MODEL OF THE RENAL MEDULLARY MICROCIRCULATORY FUNCTION

肾髓微循环功能模型

• 批准号: 6635091
• 负责人: AURELIE EDWARDS
• 金额: $ 11.45万
• 依托单位: TUFTS UNIVERSITY MEDFORD
• 依托单位国家: 美国
• 财政年份: 1999
• 资助国家: 美国
• 起止时间: 1999-07-15 至 2004-06-30
• 项目状态: 已结题
• 来源: https://reporter.nih.gov/project-details/6635091
• 关键词: electrolyte balance; hormone regulation /control mechanism; kidney circulation; mathematical model; model design /development; nitric oxide; osmotic pressure; oxygen tension; oxygen transport; renal ischemia /hypoxia; renal medulla; renal tubular transport; urea; water channel

The production of maximally concentrated urine is made possible by the renal countercurrent multiplication system, which generates and maintains a hypertonic inner medulla, comprised of cortico- medullary gradients of NaCl and urea. Many features of the multiplication system remain to be elucidated, in particular the role of the medullary microcirculation. By modulating blood flow, vasa recta (i.e., the blood vessels in the renal medulla) can have a major effect on sodium and water homeostasis as well as on the long-term control of arterial blood pressure; their role in hypertension and congestive heart failure is thus highly relevant.
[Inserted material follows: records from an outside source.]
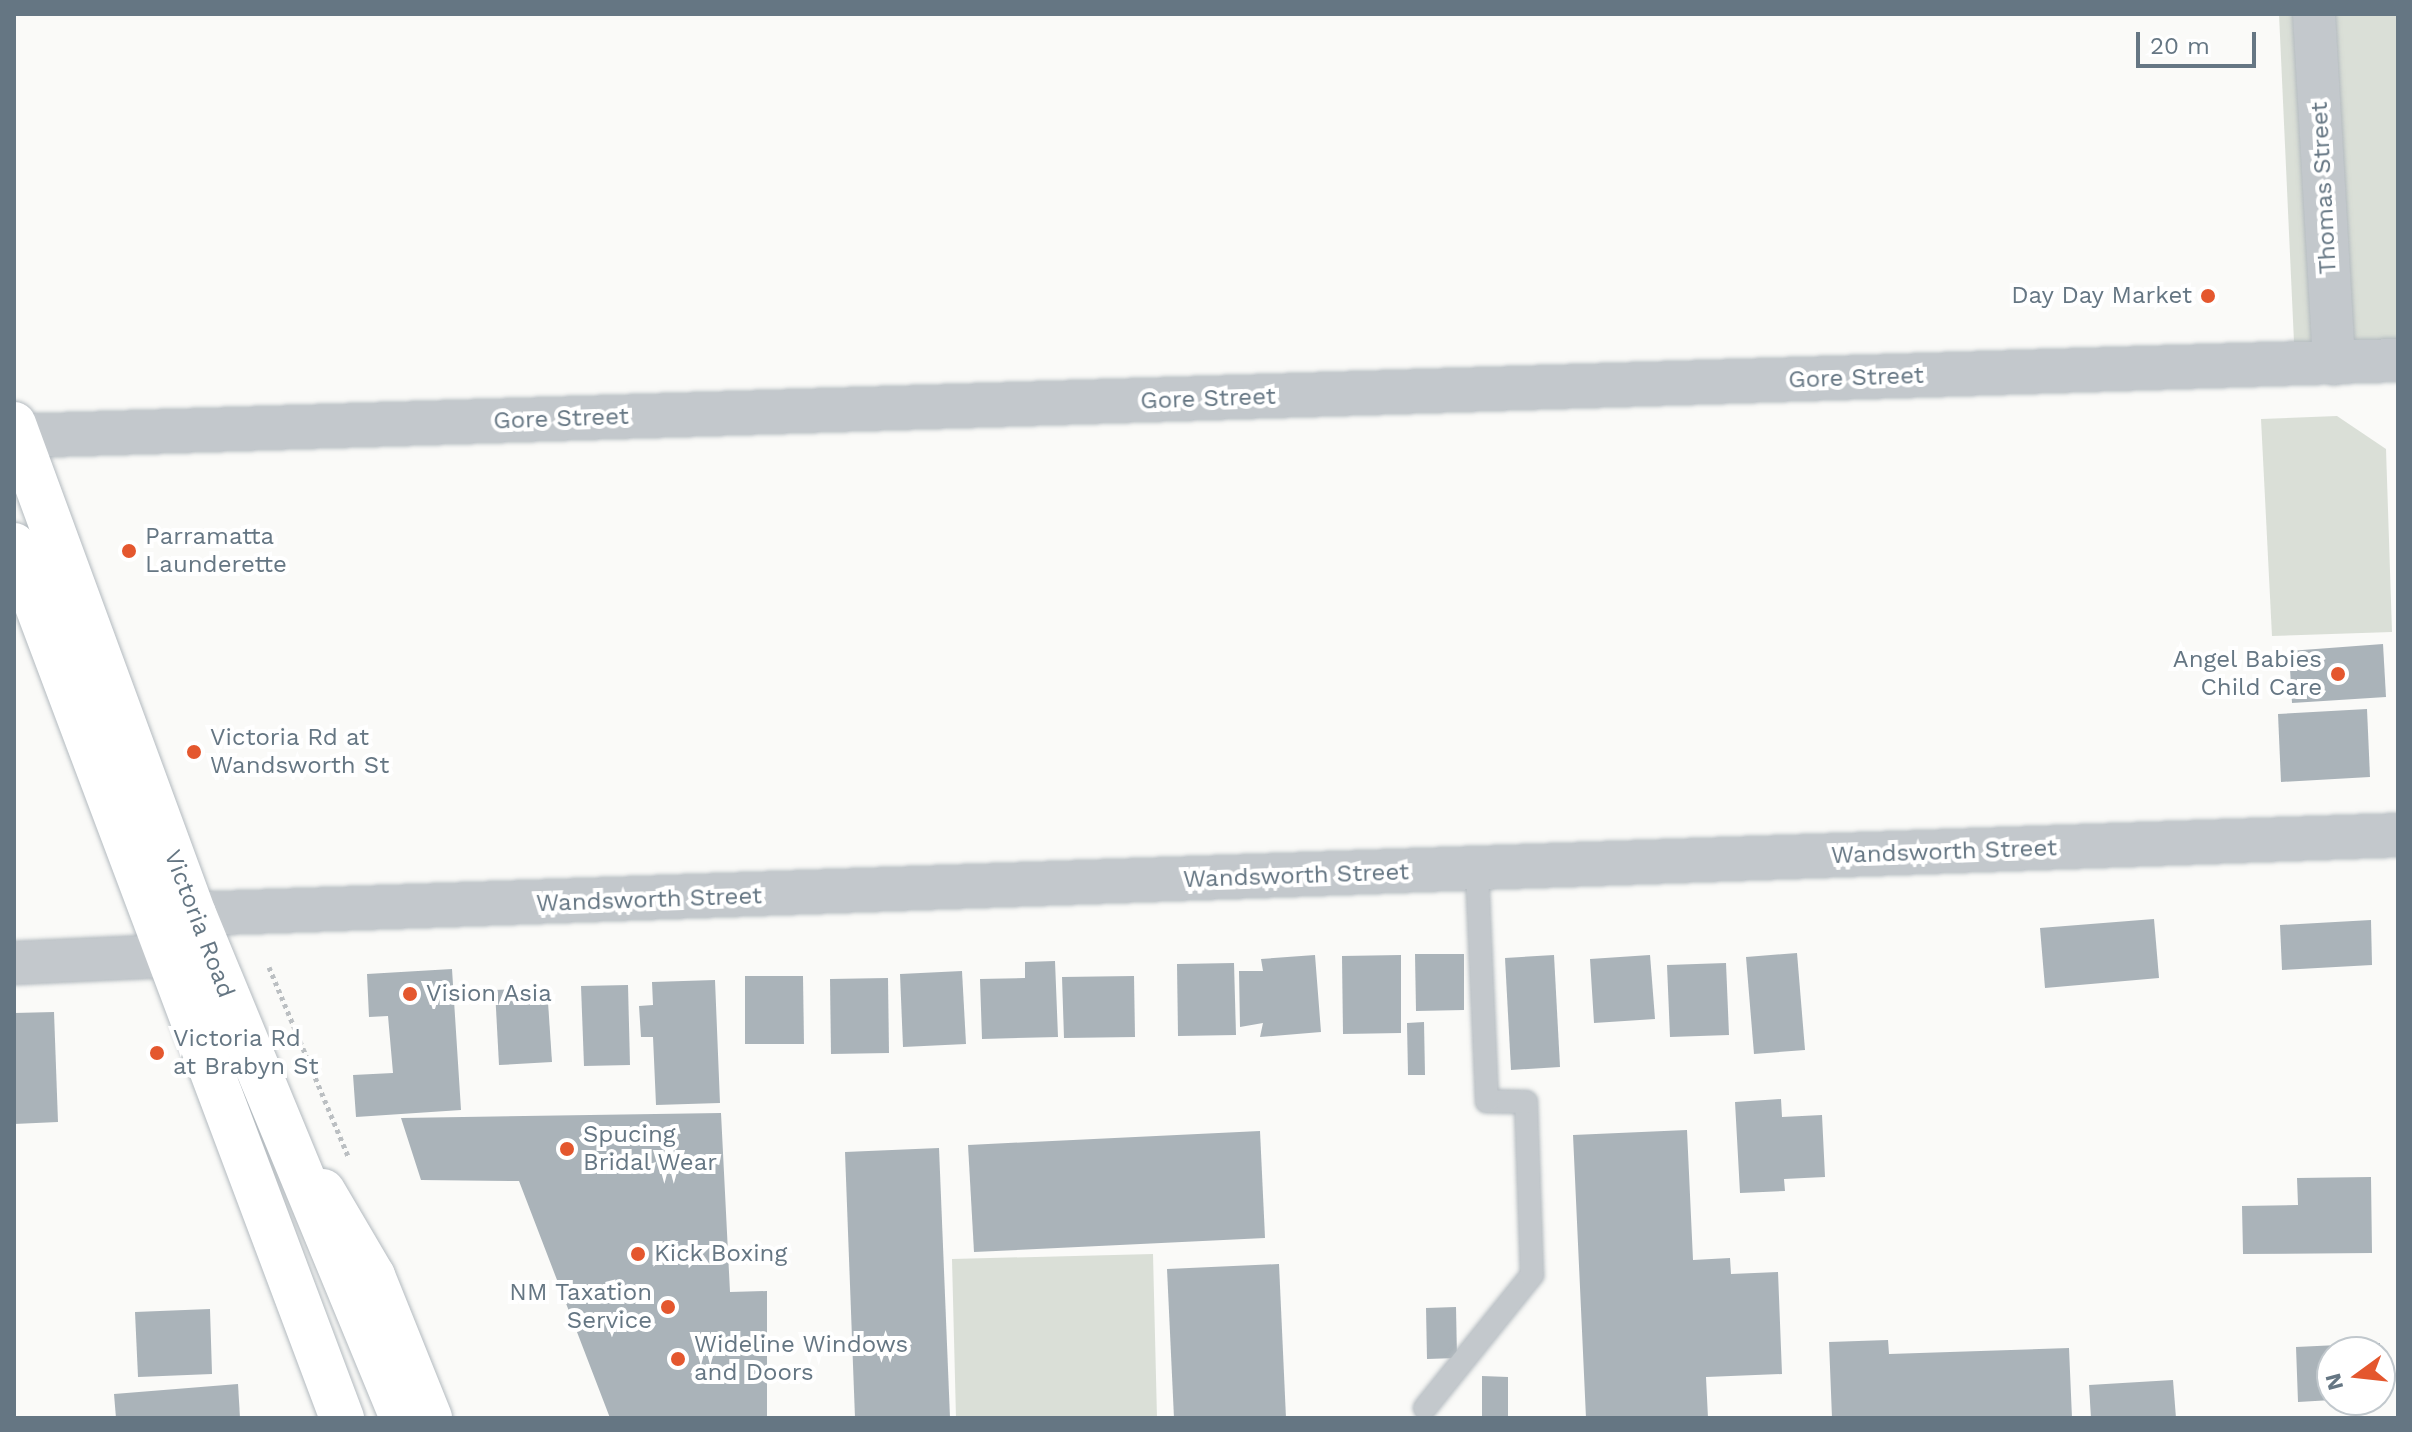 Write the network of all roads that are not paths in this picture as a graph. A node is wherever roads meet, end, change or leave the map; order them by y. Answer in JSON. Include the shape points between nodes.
{"nodes":[{"id":1,"x":2314,"y":14,"type":"edge"},
{"id":2,"x":2398,"y":360,"type":"edge"},
{"id":3,"x":2334,"y":363,"type":"junction"},
{"id":4,"x":16,"y":430,"type":"edge"},
{"id":5,"x":18,"y":565,"type":"edge"},
{"id":6,"x":2398,"y":835,"type":"edge"},
{"id":7,"x":1477,"y":869,"type":"junction"},
{"id":8,"x":194,"y":914,"type":"junction"},
{"id":9,"x":167,"y":956,"type":"junction"},
{"id":10,"x":14,"y":963,"type":"edge"},
{"id":11,"x":260,"y":1082,"type":"junction"},
{"id":12,"x":1425,"y":1408,"type":"dead end"},
{"id":13,"x":342,"y":1418,"type":"edge"},
{"id":14,"x":402,"y":1418,"type":"edge"},
{"id":15,"x":430,"y":1418,"type":"edge"}],
"edges":[{"from":1,"to":3,"type":"street","name":"Thomas Street"},
{"from":2,"to":3,"type":"street","name":"Gore Street"},
{"from":3,"to":4,"type":"street","name":"Gore Street"},
{"from":4,"to":8,"type":"main road","name":"Victoria Road"},
{"from":5,"to":9,"type":"main road","name":"Victoria Road"},
{"from":6,"to":7,"type":"street","name":"Wandsworth Street"},
{"from":7,"to":8,"type":"street","name":"Wandsworth Street"},
{"from":7,"to":12,"type":"lane","via":[[1487,1101],[1526,1102],[1532,1275]]},
{"from":8,"to":11,"type":"main road","name":"Victoria Road"},
{"from":9,"to":10,"type":"street"},
{"from":9,"to":13,"type":"main road","name":"Victoria Road"},
{"from":11,"to":14,"type":"main road","name":"Victoria Road"},
{"from":11,"to":15,"type":"main road","via":[[373,1276]]}]} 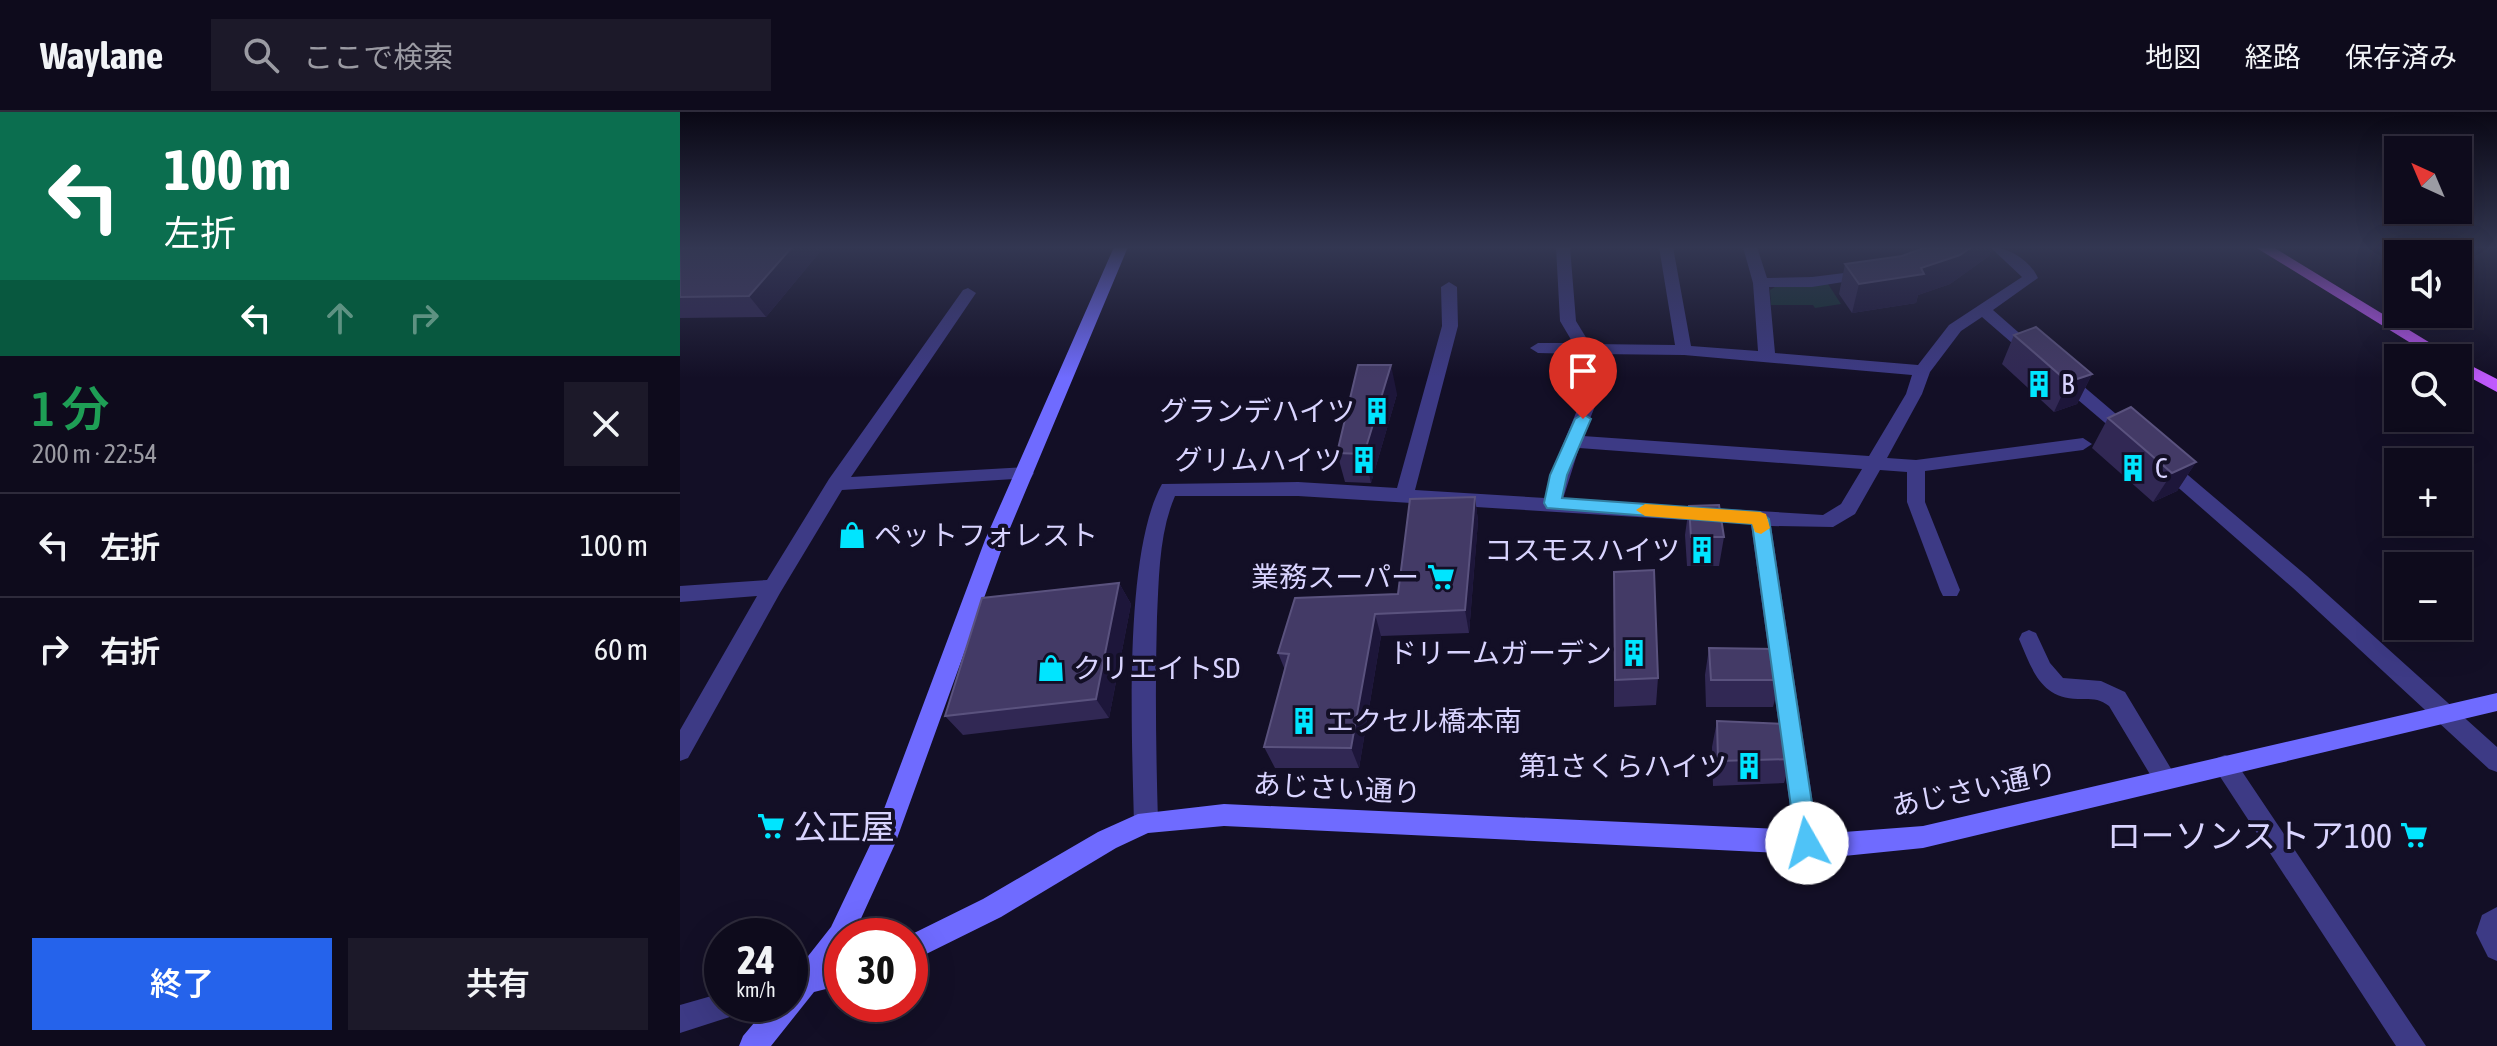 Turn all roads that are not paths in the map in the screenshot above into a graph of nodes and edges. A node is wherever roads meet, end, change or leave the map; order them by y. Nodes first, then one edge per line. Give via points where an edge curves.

Changes in renal medullary hemodynamics are also directly involved in pressure natriuresis. The overall goal of this research is to develop a comprehensive mathematical model of the renal medullary microcirculatory function in order to predict the efficiency of countercurrent exchange of water, small solutes, and macromolecules by the vasa recta. The specific aims of this project are the following. 1. To investigate the specific role of water channels (AQP-1) and urea transporters in descending vasa recta, incorporating data obtained on wildtype mice, AQP-1 deficient mice and AQP-1 deficient mice in which the AQP-1 gene has been replaced by means of an adenovirus. 2. To determine the mechanisms that control interstitial albumin concentration. The effects of albumin concentration polarization at the vessel walls will be determined as a first step. 3. To model the transport of oxygen in the renal medulla and to examine the effects of changes in blood flow rate and tubular consumption on oxygen tension. Medullary hypoxia is a consequence of the need for countercurrent exchange; however, too little oxygen can cause medullary hypoxic injury. 4. To examine how secretion of the vasoactive hormone nitric oxide into the vascular exchanger affects medullary blood flow and interstitial osmolality, and to investigate the relationship between the reduced medullary hematocrit, medullary hypoxia and the effectiveness of NO in the medulla.

肾脏逆流倍增系统可以产生最大程度浓缩的尿液，该系统产生并维持高渗的内髓质，由氯化钠和尿素的皮质髓质梯度组成。增殖系统的许多特征仍有待阐明，特别是髓质微循环的作用。通过调节血流，直肠血管（即肾髓质中的血管）可以对钠和水的稳态以及动脉血压的长期控制产生重大影响；因此，它们在高血压和充血性心力衰竭中的作用是高度相关的。肾髓质血流动力学的变化也直接参与压力性尿钠排泄。本研究的总体目标是开发肾髓质微循环功能的综合数学模型，以预测直肠水、小溶质和大分子逆流交换的效率。该项目的具体目标如下。 1. 结合野生型小鼠、AQP-1 缺陷型小鼠和 AQP-1 基因已被去除的 AQP-1 缺陷型小鼠获得的数据，研究水通道 (AQP-1) 和尿素转运蛋白在直肠下行血管中的具体作用。被腺病毒替代。 2. 确定控制间质白蛋白浓度的机制。第一步将确定白蛋白浓差极化对血管壁的影响。 3. 模拟肾髓质中的氧输送并检查血流量和肾小管消耗的变化对氧张力的影响。髓质缺氧是逆流交换需要的结果；然而，氧气太少会导致髓质缺氧损伤。 4. 探讨血管活性激素一氧化氮分泌到血管交换器中对髓质血流量和间质渗透压的影响，并探讨髓质红细胞压积降低、髓质缺氧与髓质NO有效性之间的关系。